PUNE: Using four telescopes including the Giant Metrewave Radio Telescope (GMRT) in Pune, astronomers have discovered the biggest explosion seen in the universe since the Big Bang.
The blast, which released five times more energy than the previous record holder, came from a supermassive black hole at the centre of a galaxy hundreds of millions of light years away.
The other telescopes used for the discovery included NASA’s Chandra X-ray Observatory, European Space Agency’s (ESA) XMM-Newton and the Murchison Widefield Array (MWA) in Western Australia.
Meanwhile, the radio data from the GMRT played an important role in helping to unravel the mystery about the nature of this explosion. The data was taken in 2008 and was available in the observatory archive and reanalysed by the international team of researchers to get an improved radio image of the radio source, as seen by the GMRT.
It complemented very nicely with the frequency coverage of the Australian MWA telescope, while providing higher resolution for a more detailed look at the cluster.
NCRA Centre Director Prof Yashwant Gupta said, “This is a great example of how archival data from the GMRT can be mined for interesting new finds and justifies the efforts and resources NCRA has put in to preserve every bit of interferometric data taken with the GMRT since its inception in 2002.”
The GMRT data is from 2008, taken with a modest bandwidth of 8 MHz using the old, legacy system of GMRT. “Today, with the upgraded GMRT, offering up to 200 MHz bandwidth in the same parts of the radio spectrum, we can do much better with observations of this kind,” said Prof Gupta.
“We’ve seen outbursts in the centres of galaxies before but this one is really, really massive,” said Professor Melanie Johnston-Hollitt from the Curtin University node of the International Centre for Radio Astronomy Research in Australia.
The explosion occurred in the Ophiuchus galaxy cluster, about 390 million light years from Earth. It was so powerful it punched a cavity in the cluster plasma -- the super-hot gas surrounding the black hole.
The blast was similar to the 1980 eruption of Mount St Helens, which ripped the top off the mountain, said lead author of the study Simona Giacintucci from the Naval Research Laboratory in the US.
“The difference is that you could fit 15 Milky Way galaxies in a row into the crater this eruption punched into the cluster’s hot gas,” she said.

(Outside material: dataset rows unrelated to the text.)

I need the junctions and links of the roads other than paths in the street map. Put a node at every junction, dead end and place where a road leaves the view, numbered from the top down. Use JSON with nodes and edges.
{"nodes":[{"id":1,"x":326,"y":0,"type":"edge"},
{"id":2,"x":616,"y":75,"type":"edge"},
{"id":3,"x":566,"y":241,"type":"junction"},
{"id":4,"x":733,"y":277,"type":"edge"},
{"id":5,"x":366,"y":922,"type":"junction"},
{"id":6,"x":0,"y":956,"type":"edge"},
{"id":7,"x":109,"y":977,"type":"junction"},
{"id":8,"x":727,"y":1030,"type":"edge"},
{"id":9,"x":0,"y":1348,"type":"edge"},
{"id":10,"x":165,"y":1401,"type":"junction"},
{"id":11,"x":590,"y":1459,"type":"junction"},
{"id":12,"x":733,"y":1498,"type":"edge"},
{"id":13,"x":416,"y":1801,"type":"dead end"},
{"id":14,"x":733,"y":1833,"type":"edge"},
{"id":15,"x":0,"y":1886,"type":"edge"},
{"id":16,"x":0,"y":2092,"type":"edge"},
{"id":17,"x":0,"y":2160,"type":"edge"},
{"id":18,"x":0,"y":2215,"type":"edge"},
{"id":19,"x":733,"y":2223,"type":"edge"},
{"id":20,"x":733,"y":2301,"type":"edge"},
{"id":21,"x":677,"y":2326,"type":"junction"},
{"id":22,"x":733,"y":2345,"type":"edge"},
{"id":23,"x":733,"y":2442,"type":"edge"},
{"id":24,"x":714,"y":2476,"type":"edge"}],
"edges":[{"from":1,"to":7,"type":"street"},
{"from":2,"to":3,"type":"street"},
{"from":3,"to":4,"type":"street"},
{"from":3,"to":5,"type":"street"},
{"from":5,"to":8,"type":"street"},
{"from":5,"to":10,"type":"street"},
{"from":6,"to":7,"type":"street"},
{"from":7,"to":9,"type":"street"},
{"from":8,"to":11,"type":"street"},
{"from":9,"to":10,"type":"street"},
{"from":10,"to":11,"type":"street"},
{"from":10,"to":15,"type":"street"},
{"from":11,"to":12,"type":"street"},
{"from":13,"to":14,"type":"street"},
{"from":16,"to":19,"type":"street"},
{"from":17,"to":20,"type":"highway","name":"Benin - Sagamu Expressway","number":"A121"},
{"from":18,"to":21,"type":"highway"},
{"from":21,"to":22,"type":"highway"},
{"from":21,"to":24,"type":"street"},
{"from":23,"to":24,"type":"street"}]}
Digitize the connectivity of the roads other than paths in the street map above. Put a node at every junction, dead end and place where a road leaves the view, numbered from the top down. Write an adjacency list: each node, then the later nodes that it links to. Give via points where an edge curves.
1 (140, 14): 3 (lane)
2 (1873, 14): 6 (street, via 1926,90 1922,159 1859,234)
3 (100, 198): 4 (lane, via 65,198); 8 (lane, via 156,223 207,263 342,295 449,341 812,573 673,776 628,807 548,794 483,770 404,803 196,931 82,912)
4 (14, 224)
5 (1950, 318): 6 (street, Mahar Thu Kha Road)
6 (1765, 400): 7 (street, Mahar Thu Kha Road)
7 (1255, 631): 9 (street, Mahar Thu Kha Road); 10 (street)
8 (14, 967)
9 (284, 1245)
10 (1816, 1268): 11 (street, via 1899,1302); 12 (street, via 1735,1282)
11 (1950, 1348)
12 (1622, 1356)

The cavity in the cluster plasma had been seen previously with X-ray telescopes, Johnston-Hollitt said.
The researchers only realised what they had discovered when they looked at the Ophiuchus galaxy cluster with radio telescopes. “The radio data fit inside the X-rays like a hand in a glove,” said co-author Maxim Markevitch, from NASA’s Goddard Space Flight Centre.
“We’ve been given the tools to dig deeper with low frequency radio telescopes so we should be able to find more outbursts like this now,” Johnston-Hollitt said.